» **Information shown**

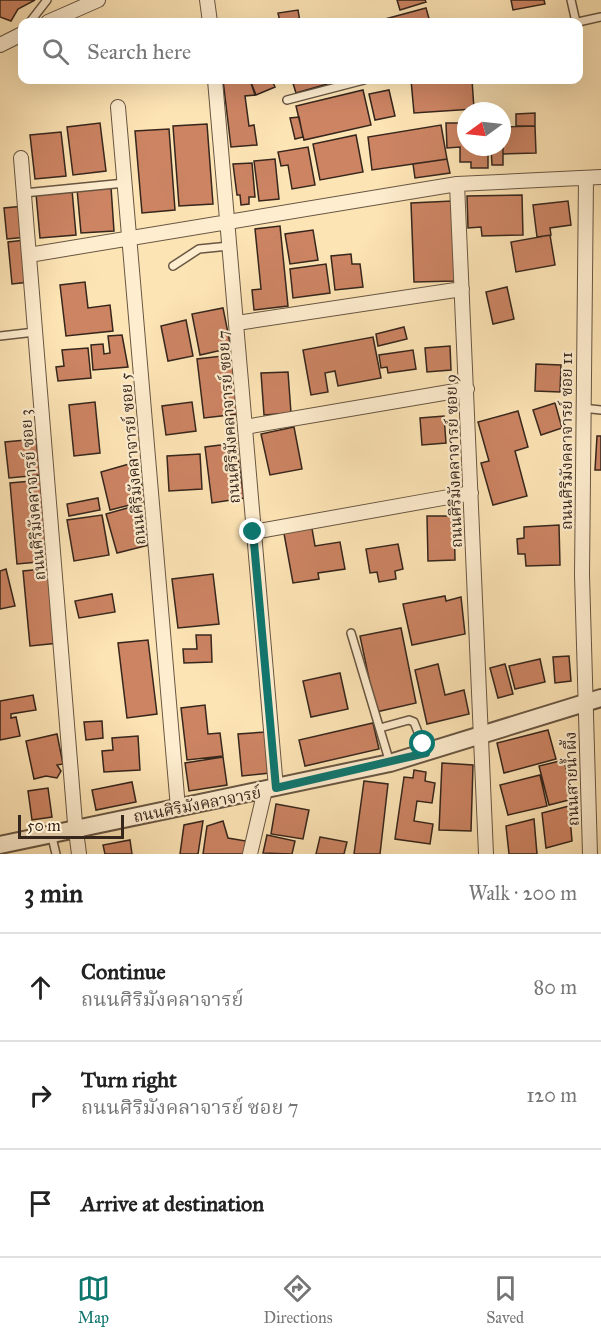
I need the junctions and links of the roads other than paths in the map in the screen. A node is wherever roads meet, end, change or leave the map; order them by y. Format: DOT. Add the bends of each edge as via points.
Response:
graph roads {
  1 [pos="47,0"];
  2 [pos="99,0"];
  3 [pos="571,0"];
  4 [pos="211,2"];
  5 [pos="601,17"];
  6 [pos="33,18"];
  7 [pos="57,18"];
  8 [pos="210,18"];
  9 [pos="576,18"];
  10 [pos="583,21"];
  11 [pos="18,36"];
  12 [pos="0,45"];
  13 [pos="215,84"];
  14 [pos="349,84"];
  15 [pos="287,100"];
  16 [pos="118,107"];
  17 [pos="21,158"];
  18 [pos="601,177"];
  19 [pos="586,178"];
  20 [pos="125,183"];
  21 [pos="457,184"];
  22 [pos="24,193"];
  23 [pos="228,221"];
  24 [pos="129,238"];
  25 [pos="230,246"];
  26 [pos="29,255"];
  27 [pos="173,266"];
  28 [pos="462,289"];
  29 [pos="237,323"];
  30 [pos="35,332"];
  31 [pos="0,336"];
  32 [pos="467,389"];
  33 [pos="582,408"];
  34 [pos="601,410"];
  35 [pos="245,427"];
  36 [pos="471,493"];
  37 [pos="253,532"];
  38 [pos="351,633"];
  39 [pos="601,698"];
  40 [pos="585,704"];
  41 [pos="380,728"];
  42 [pos="481,736"];
  43 [pos="426,753"];
  44 [pos="390,763"];
  45 [pos="271,789"];
  46 [pos="178,808"];
  47 [pos="75,829"];
  48 [pos="51,833"];
  49 [pos="0,845"];
  50 [pos="56,854"];
  51 [pos="80,854"];
  52 [pos="250,854"];
  53 [pos="486,854"];
  54 [pos="590,854"];
  1 -- 6 [label="lane"];
  2 -- 7 [label="street"];
  3 -- 9 [label="lane"];
  4 -- 8 [label="street"];
  5 -- 10 [label="lane"];
  11 -- 12 [label="street"];
  13 -- 23 [label="street, ถนนศิริมังคลาจารย์ ซอย 7"];
  14 -- 15 [label="lane"];
  16 -- 20 [label="street, ถนนศิริมังคลาจารย์ ซอย 5"];
  17 -- 22 [label="street, ถนนศิริมังคลาจารย์ ซอย 3"];
  18 -- 19 [label="street"];
  19 -- 21 [label="street"];
  19 -- 33 [label="street, ถนนศิริมังคลาจารย์ ซอย 11"];
  20 -- 22 [label="lane"];
  20 -- 24 [label="street, ถนนศิริมังคลาจารย์ ซอย 5"];
  21 -- 23 [label="street"];
  21 -- 28 [label="street, ถนนศิริมังคลาจารย์ ซอย 9"];
  22 -- 26 [label="street, ถนนศิริมังคลาจารย์ ซอย 3"];
  23 -- 24 [label="street"];
  23 -- 25 [label="street, ถนนศิริมังคลาจารย์ ซอย 7"];
  24 -- 26 [label="street"];
  24 -- 46 [label="street, ถนนศิริมังคลาจารย์ ซอย 5"];
  25 -- 27 [label="lane" via="199,249"];
  25 -- 29 [label="street, ถนนศิริมังคลาจารย์ ซอย 7"];
  26 -- 30 [label="street, ถนนศิริมังคลาจารย์ ซอย 3"];
  28 -- 29 [label="street"];
  28 -- 32 [label="street, ถนนศิริมังคลาจารย์ ซอย 9"];
  29 -- 35 [label="street, ถนนศิริมังคลาจารย์ ซอย 7"];
  30 -- 31 [label="lane"];
  30 -- 47 [label="street, ถนนศิริมังคลาจารย์ ซอย 3"];
  32 -- 35 [label="street"];
  32 -- 36 [label="street, ถนนศิริมังคลาจารย์ ซอย 9"];
  33 -- 34 [label="lane"];
  33 -- 40 [label="street, ถนนศิริมังคลาจารย์ ซอย 11"];
  35 -- 37 [label="street, ถนนศิริมังคลาจารย์ ซอย 7"];
  36 -- 37 [label="street"];
  36 -- 42 [label="street, ถนนศิริมังคลาจารย์ ซอย 9"];
  37 -- 45 [label="street, ถนนศิริมังคลาจารย์ ซอย 7"];
  38 -- 41 [label="lane"];
  39 -- 40 [label="street, ถนนศิริมังคลาจารย์"];
  40 -- 42 [label="street, ถนนศิริมังคลาจารย์"];
  40 -- 54 [label="street, ถนนสายน้ำผึ้ง"];
  41 -- 43 [label="lane" via="414,722"];
  41 -- 44 [label="lane"];
  42 -- 43 [label="street, ถนนศิริมังคลาจารย์"];
  42 -- 53 [label="street, ถนนศิริมังคลาจารย์ ซอย 9"];
  43 -- 44 [label="street, ถนนศิริมังคลาจารย์"];
  44 -- 45 [label="street, ถนนศิริมังคลาจารย์"];
  45 -- 46 [label="street, ถนนศิริมังคลาจารย์"];
  45 -- 52 [label="street, ถนนศิริมังคลาจารย์ ซอย 7"];
  46 -- 47 [label="street, ถนนศิริมังคลาจารย์"];
  47 -- 48 [label="street, ถนนศิริมังคลาจารย์"];
  47 -- 51 [label="street, ถนนศิริมังคลาจารย์ ซอย 3"];
  48 -- 49 [label="street, ถนนศิริมังคลาจารย์"];
  48 -- 50 [label="lane"];
}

» **About this exercise**
Using the records above, report each line with the string "lane".

» **Solution to the problem**
  1 -- 6 [label="lane"];
  3 -- 9 [label="lane"];
  5 -- 10 [label="lane"];
  14 -- 15 [label="lane"];
  20 -- 22 [label="lane"];
  25 -- 27 [label="lane" via="199,249"];
  30 -- 31 [label="lane"];
  33 -- 34 [label="lane"];
  38 -- 41 [label="lane"];
  41 -- 43 [label="lane" via="414,722"];
  41 -- 44 [label="lane"];
  48 -- 50 [label="lane"];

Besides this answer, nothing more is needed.